The word "literature," it’s a curious thing, isn't it? So grand, so often discussed in hushed tones in the quiet of academies. But for me, it has always been about the very earth beneath our feet, the dust that settles on the windowsills of forgotten houses, the taste of bread when hunger gnaws. It’s about the small things, the ones that escape the grand narratives and the triumphant pronouncements.

To write, to truly write, is a matter of conscience. It is to bear witness. Not to the marching armies or the soaring speeches, though those are parts of the story, alas, but to the quiet suffering, the overlooked lives. It is to see the man who picks through the rubble of his home, not with a banner, but with a single, treasured photograph. It is to hear the child who no longer understands why the sky is sometimes red.
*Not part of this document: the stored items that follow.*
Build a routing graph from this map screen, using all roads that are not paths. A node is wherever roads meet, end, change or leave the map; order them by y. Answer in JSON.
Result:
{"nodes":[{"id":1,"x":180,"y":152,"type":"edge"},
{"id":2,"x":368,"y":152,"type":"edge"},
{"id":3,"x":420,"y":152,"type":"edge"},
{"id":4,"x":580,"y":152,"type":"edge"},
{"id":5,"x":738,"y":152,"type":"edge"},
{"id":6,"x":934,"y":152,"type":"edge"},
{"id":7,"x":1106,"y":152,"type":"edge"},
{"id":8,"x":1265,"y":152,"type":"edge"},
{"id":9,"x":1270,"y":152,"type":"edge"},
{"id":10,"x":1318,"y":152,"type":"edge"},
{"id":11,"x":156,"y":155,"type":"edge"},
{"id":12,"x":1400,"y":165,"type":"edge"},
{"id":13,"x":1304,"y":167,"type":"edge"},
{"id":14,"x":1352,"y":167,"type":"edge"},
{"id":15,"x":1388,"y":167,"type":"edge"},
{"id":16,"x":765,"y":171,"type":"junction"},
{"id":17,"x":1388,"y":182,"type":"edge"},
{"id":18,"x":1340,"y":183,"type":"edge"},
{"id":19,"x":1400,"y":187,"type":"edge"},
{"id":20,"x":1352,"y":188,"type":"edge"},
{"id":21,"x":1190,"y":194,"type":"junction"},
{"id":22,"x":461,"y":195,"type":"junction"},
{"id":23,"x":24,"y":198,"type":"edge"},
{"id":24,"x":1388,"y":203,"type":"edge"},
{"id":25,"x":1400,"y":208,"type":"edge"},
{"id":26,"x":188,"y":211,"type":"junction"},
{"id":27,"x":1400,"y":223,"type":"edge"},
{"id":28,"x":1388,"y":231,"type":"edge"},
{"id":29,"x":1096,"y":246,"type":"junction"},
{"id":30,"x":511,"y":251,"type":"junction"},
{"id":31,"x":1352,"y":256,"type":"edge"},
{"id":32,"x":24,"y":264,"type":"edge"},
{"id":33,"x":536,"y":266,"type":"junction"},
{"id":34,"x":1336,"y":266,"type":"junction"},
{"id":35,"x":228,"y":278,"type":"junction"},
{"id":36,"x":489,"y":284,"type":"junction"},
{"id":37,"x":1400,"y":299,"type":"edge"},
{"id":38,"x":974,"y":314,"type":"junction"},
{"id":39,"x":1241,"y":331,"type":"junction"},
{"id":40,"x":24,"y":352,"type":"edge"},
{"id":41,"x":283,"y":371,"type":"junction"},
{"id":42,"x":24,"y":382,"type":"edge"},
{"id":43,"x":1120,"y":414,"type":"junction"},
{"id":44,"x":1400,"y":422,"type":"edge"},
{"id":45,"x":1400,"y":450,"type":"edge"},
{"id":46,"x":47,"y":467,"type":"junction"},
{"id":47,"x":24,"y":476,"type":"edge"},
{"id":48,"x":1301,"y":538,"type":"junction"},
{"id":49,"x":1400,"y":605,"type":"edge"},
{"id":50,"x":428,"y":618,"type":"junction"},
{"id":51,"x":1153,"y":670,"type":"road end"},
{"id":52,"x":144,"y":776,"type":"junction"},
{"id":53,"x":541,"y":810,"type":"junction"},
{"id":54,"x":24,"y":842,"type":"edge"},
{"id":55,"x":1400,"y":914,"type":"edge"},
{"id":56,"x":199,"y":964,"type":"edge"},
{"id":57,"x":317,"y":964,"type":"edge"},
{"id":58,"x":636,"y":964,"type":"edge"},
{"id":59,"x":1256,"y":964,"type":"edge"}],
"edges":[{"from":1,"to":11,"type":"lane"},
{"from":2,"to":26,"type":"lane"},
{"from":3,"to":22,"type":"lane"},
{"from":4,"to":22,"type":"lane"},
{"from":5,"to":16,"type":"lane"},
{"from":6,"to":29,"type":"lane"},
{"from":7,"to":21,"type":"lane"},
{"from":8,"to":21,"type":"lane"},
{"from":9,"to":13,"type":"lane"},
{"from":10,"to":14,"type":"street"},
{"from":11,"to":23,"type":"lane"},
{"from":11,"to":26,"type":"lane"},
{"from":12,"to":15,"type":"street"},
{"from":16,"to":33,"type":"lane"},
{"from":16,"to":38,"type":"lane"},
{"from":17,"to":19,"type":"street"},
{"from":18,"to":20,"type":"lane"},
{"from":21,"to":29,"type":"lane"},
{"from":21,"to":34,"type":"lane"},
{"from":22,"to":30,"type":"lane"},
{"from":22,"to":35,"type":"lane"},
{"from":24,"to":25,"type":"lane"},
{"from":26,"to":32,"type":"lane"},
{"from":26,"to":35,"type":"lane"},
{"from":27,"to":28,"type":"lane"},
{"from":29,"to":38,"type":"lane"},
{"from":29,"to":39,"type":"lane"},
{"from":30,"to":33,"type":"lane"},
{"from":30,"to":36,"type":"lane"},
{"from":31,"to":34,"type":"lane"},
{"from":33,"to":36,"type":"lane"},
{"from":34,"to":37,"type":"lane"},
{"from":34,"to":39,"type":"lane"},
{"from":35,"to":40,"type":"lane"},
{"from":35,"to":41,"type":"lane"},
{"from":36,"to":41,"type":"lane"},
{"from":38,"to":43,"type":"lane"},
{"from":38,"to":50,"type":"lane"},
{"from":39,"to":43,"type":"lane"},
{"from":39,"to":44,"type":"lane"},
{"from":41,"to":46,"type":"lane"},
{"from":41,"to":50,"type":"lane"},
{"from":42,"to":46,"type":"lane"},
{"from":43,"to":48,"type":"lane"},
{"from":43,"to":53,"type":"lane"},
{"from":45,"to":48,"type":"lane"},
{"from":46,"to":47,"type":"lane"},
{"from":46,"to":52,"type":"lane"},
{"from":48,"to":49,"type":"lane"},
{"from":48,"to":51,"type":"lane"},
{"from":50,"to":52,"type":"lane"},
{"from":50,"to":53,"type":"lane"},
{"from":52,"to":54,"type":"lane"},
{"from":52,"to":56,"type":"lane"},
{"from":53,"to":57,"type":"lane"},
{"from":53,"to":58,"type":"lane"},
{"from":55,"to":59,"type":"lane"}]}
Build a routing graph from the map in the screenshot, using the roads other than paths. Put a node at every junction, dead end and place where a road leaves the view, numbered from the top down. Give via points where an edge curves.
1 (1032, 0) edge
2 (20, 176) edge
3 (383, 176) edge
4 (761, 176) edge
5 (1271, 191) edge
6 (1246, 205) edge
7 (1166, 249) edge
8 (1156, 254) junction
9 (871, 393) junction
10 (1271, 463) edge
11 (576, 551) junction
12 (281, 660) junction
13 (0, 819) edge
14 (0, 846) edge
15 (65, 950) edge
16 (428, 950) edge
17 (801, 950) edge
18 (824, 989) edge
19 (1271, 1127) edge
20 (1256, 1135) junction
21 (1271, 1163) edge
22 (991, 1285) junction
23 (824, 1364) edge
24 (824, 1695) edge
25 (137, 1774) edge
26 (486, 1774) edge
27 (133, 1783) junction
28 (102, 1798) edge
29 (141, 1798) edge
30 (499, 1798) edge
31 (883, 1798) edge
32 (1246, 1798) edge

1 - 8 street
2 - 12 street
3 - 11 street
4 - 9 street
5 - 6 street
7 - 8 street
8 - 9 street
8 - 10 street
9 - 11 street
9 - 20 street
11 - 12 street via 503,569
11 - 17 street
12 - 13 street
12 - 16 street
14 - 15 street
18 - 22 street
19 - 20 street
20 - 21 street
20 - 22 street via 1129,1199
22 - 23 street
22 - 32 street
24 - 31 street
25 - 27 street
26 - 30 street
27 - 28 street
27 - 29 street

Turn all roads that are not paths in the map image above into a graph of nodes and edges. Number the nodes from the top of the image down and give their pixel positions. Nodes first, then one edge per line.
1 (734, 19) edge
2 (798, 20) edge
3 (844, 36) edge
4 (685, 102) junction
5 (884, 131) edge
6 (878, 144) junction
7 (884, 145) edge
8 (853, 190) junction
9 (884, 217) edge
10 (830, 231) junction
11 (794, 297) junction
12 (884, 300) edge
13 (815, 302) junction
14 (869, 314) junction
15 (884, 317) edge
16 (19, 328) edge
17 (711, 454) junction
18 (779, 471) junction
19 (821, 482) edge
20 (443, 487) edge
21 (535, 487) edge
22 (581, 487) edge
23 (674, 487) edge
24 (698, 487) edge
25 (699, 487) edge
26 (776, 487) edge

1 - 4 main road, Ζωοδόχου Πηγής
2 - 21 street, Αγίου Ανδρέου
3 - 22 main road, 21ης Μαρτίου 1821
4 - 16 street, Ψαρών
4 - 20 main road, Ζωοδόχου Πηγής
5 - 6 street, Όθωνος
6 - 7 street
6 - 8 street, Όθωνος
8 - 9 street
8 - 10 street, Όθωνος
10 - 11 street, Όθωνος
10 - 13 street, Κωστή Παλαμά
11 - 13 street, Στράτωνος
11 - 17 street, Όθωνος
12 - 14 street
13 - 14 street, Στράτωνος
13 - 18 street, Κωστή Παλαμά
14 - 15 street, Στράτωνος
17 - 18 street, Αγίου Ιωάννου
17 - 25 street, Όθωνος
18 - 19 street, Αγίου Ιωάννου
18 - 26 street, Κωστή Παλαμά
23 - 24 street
Literature, if it is to be anything at all, must not be a tool of the powerful, nor a playground for the clever. It must be a refuge for the lost, a voice for the silenced. It must show us the bomb didn't discriminate, that its dust fell on the righteous and the sinner alike. It must remind us that in the face of overwhelming destruction, the simple act of sharing a crust of bread, of offering a hand, is a profound act of defiance. Such is the human condition, alas, but also such is our potential for goodness, a potential that literature, in its quiet way, can help us to remember. It is a fragile thing, this literature, but essential. Like a single candle in the vast darkness.